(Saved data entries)
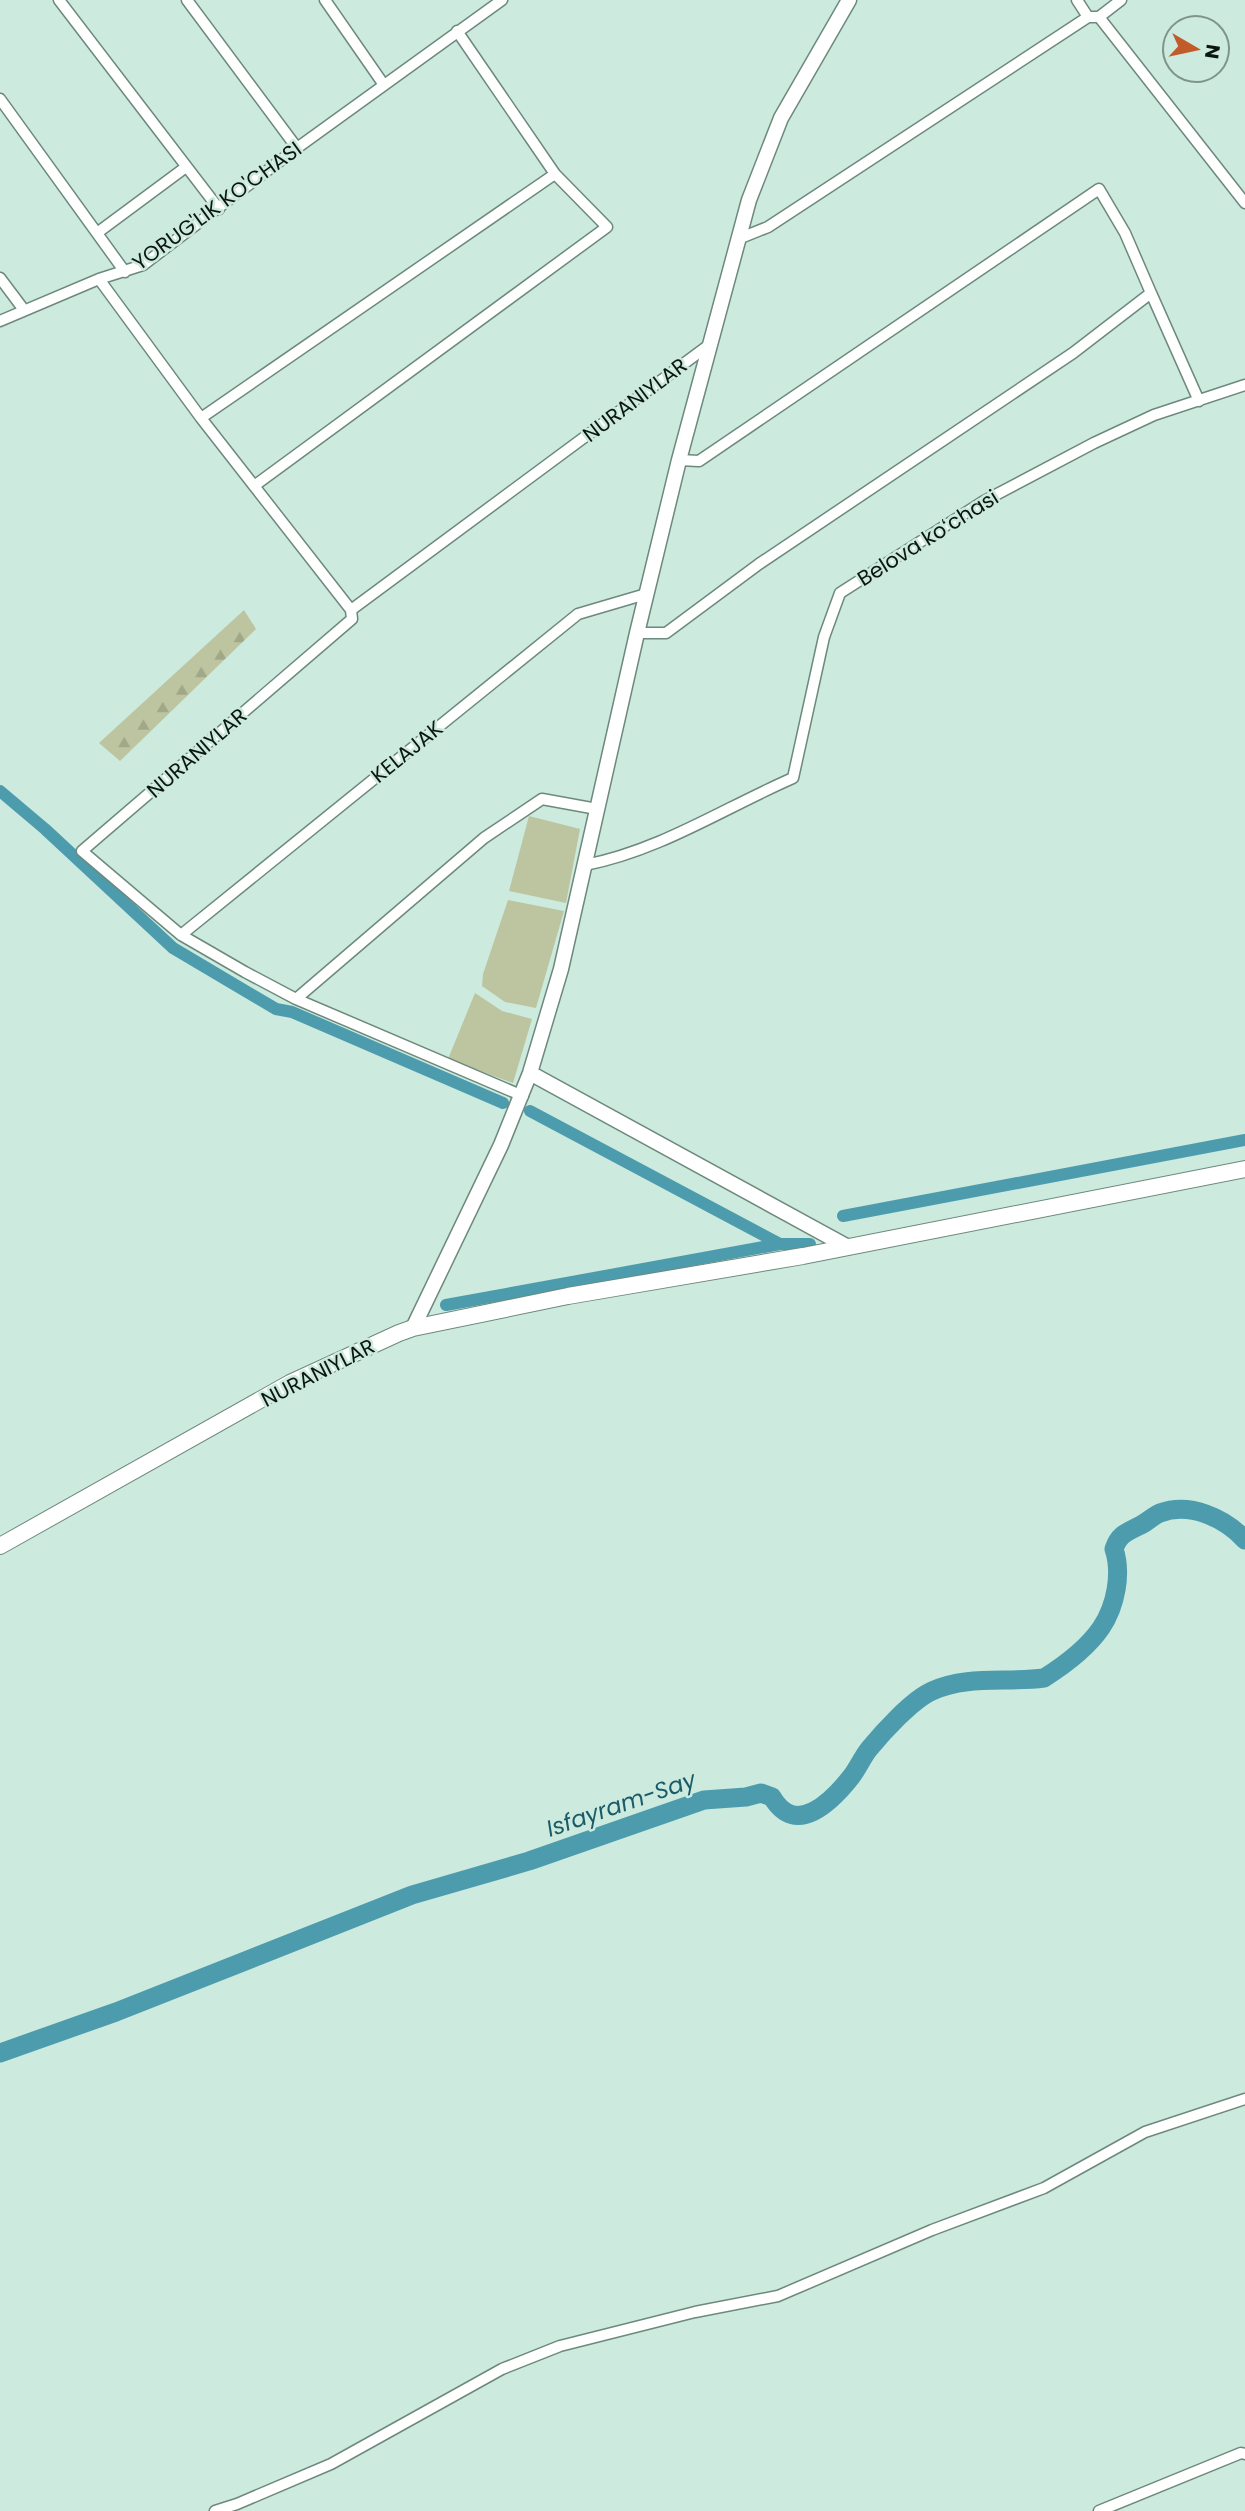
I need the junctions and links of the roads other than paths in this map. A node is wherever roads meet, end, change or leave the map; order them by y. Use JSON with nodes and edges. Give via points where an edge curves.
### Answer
{"nodes":[{"id":1,"x":59,"y":0,"type":"edge"},
{"id":2,"x":187,"y":0,"type":"edge"},
{"id":3,"x":325,"y":0,"type":"edge"},
{"id":4,"x":502,"y":0,"type":"edge"},
{"id":5,"x":858,"y":0,"type":"edge"},
{"id":6,"x":1077,"y":0,"type":"edge"},
{"id":7,"x":1121,"y":0,"type":"edge"},
{"id":8,"x":846,"y":5,"type":"edge"},
{"id":9,"x":1093,"y":17,"type":"junction"},
{"id":10,"x":457,"y":31,"type":"junction"},
{"id":11,"x":384,"y":85,"type":"junction"},
{"id":12,"x":0,"y":99,"type":"edge"},
{"id":13,"x":297,"y":148,"type":"junction"},
{"id":14,"x":186,"y":167,"type":"junction"},
{"id":15,"x":555,"y":174,"type":"junction"},
{"id":16,"x":1244,"y":199,"type":"edge"},
{"id":17,"x":219,"y":208,"type":"junction"},
{"id":18,"x":97,"y":233,"type":"junction"},
{"id":19,"x":738,"y":239,"type":"junction"},
{"id":20,"x":125,"y":272,"type":"junction"},
{"id":21,"x":0,"y":278,"type":"edge"},
{"id":22,"x":99,"y":279,"type":"junction"},
{"id":23,"x":1151,"y":293,"type":"junction"},
{"id":24,"x":24,"y":310,"type":"junction"},
{"id":25,"x":0,"y":321,"type":"edge"},
{"id":26,"x":709,"y":345,"type":"junction"},
{"id":27,"x":1245,"y":385,"type":"edge"},
{"id":28,"x":1199,"y":401,"type":"junction"},
{"id":29,"x":201,"y":418,"type":"junction"},
{"id":30,"x":679,"y":460,"type":"junction"},
{"id":31,"x":254,"y":486,"type":"junction"},
{"id":32,"x":646,"y":594,"type":"junction"},
{"id":33,"x":351,"y":610,"type":"junction"},
{"id":34,"x":637,"y":633,"type":"junction"},
{"id":35,"x":597,"y":809,"type":"junction"},
{"id":36,"x":585,"y":866,"type":"junction"},
{"id":37,"x":181,"y":935,"type":"junction"},
{"id":38,"x":296,"y":999,"type":"junction"},
{"id":39,"x":530,"y":1073,"type":"junction"},
{"id":40,"x":523,"y":1096,"type":"junction"},
{"id":41,"x":1245,"y":1169,"type":"edge"},
{"id":42,"x":848,"y":1247,"type":"junction"},
{"id":43,"x":413,"y":1328,"type":"junction"},
{"id":44,"x":0,"y":1546,"type":"edge"},
{"id":45,"x":1245,"y":2099,"type":"edge"},
{"id":46,"x":1245,"y":2454,"type":"edge"},
{"id":47,"x":215,"y":2511,"type":"edge"},
{"id":48,"x":1100,"y":2511,"type":"edge"}],
"edges":[{"from":1,"to":14,"type":"street"},
{"from":2,"to":13,"type":"street"},
{"from":3,"to":11,"type":"street"},
{"from":4,"to":10,"type":"street","name":"YORUG'LIK KO'CHASI"},
{"from":5,"to":8,"type":"street"},
{"from":6,"to":9,"type":"street"},
{"from":7,"to":9,"type":"street"},
{"from":8,"to":19,"type":"main road","name":"NURANIYLAR","via":[[781,118]]},
{"from":9,"to":16,"type":"street"},
{"from":9,"to":19,"type":"street","via":[[768,227]]},
{"from":10,"to":11,"type":"street","name":"YORUG'LIK KO'CHASI"},
{"from":10,"to":15,"type":"street"},
{"from":11,"to":13,"type":"street","name":"YORUG'LIK KO'CHASI"},
{"from":12,"to":18,"type":"street"},
{"from":13,"to":17,"type":"street","name":"YORUG'LIK KO'CHASI"},
{"from":14,"to":17,"type":"street"},
{"from":14,"to":18,"type":"street"},
{"from":15,"to":29,"type":"street"},
{"from":15,"to":31,"type":"street","via":[[607,227]]},
{"from":17,"to":20,"type":"street","name":"YORUG'LIK KO'CHASI","via":[[143,265]]},
{"from":18,"to":20,"type":"street"},
{"from":19,"to":26,"type":"main road","name":"NURANIYLAR"},
{"from":20,"to":22,"type":"street","name":"YORUG'LIK KO'CHASI"},
{"from":21,"to":24,"type":"street"},
{"from":22,"to":24,"type":"street","name":"YORUG'LIK KO'CHASI"},
{"from":22,"to":29,"type":"street"},
{"from":23,"to":28,"type":"street"},
{"from":23,"to":30,"type":"street","via":[[1125,233],[1099,189],[699,461]]},
{"from":23,"to":34,"type":"street","via":[[1073,353],[759,564],[666,633]]},
{"from":24,"to":25,"type":"street","name":"YORUG'LIK KO'CHASI"},
{"from":26,"to":30,"type":"main road","name":"NURANIYLAR"},
{"from":26,"to":33,"type":"street","name":"NURANIYLAR"},
{"from":27,"to":28,"type":"street","name":"Belova koʻchasi"},
{"from":28,"to":36,"type":"street","name":"Belova koʻchasi","via":[[1142,420],[984,500],[840,593],[824,637],[793,778],[701,823],[615,859]]},
{"from":29,"to":31,"type":"street"},
{"from":30,"to":32,"type":"main road","name":"NURANIYLAR"},
{"from":31,"to":33,"type":"street"},
{"from":32,"to":34,"type":"main road","name":"NURANIYLAR"},
{"from":32,"to":37,"type":"street","name":"KELAJAK","via":[[578,614]]},
{"from":33,"to":37,"type":"street","name":"NURANIYLAR","via":[[352,619],[82,851]]},
{"from":34,"to":35,"type":"main road","name":"NURANIYLAR"},
{"from":35,"to":36,"type":"main road","name":"NURANIYLAR"},
{"from":35,"to":38,"type":"street","via":[[542,799],[484,838]]},
{"from":36,"to":39,"type":"main road","name":"NURANIYLAR"},
{"from":37,"to":38,"type":"street","name":"NURANIYLAR"},
{"from":38,"to":40,"type":"street","name":"NURANIYLAR"},
{"from":39,"to":40,"type":"main road","name":"NURANIYLAR"},
{"from":39,"to":42,"type":"main road"},
{"from":40,"to":43,"type":"main road","name":"NURANIYLAR"},
{"from":41,"to":42,"type":"main road"},
{"from":42,"to":43,"type":"main road"},
{"from":43,"to":44,"type":"main road","name":"NURANIYLAR","via":[[290,1383]]},
{"from":45,"to":47,"type":"street","via":[[1145,2132],[1044,2188],[778,2296],[695,2312],[548,2351],[502,2369],[331,2463]]},
{"from":46,"to":48,"type":"street"}]}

Work task: Above are the records. Identify each line that contains the word "koʻchasi".

Result for this exercise:
{"from":27,"to":28,"type":"street","name":"Belova koʻchasi"},
{"from":28,"to":36,"type":"street","name":"Belova koʻchasi","via":[[1142,420],[984,500],[840,593],[824,637],[793,778],[701,823],[615,859]]},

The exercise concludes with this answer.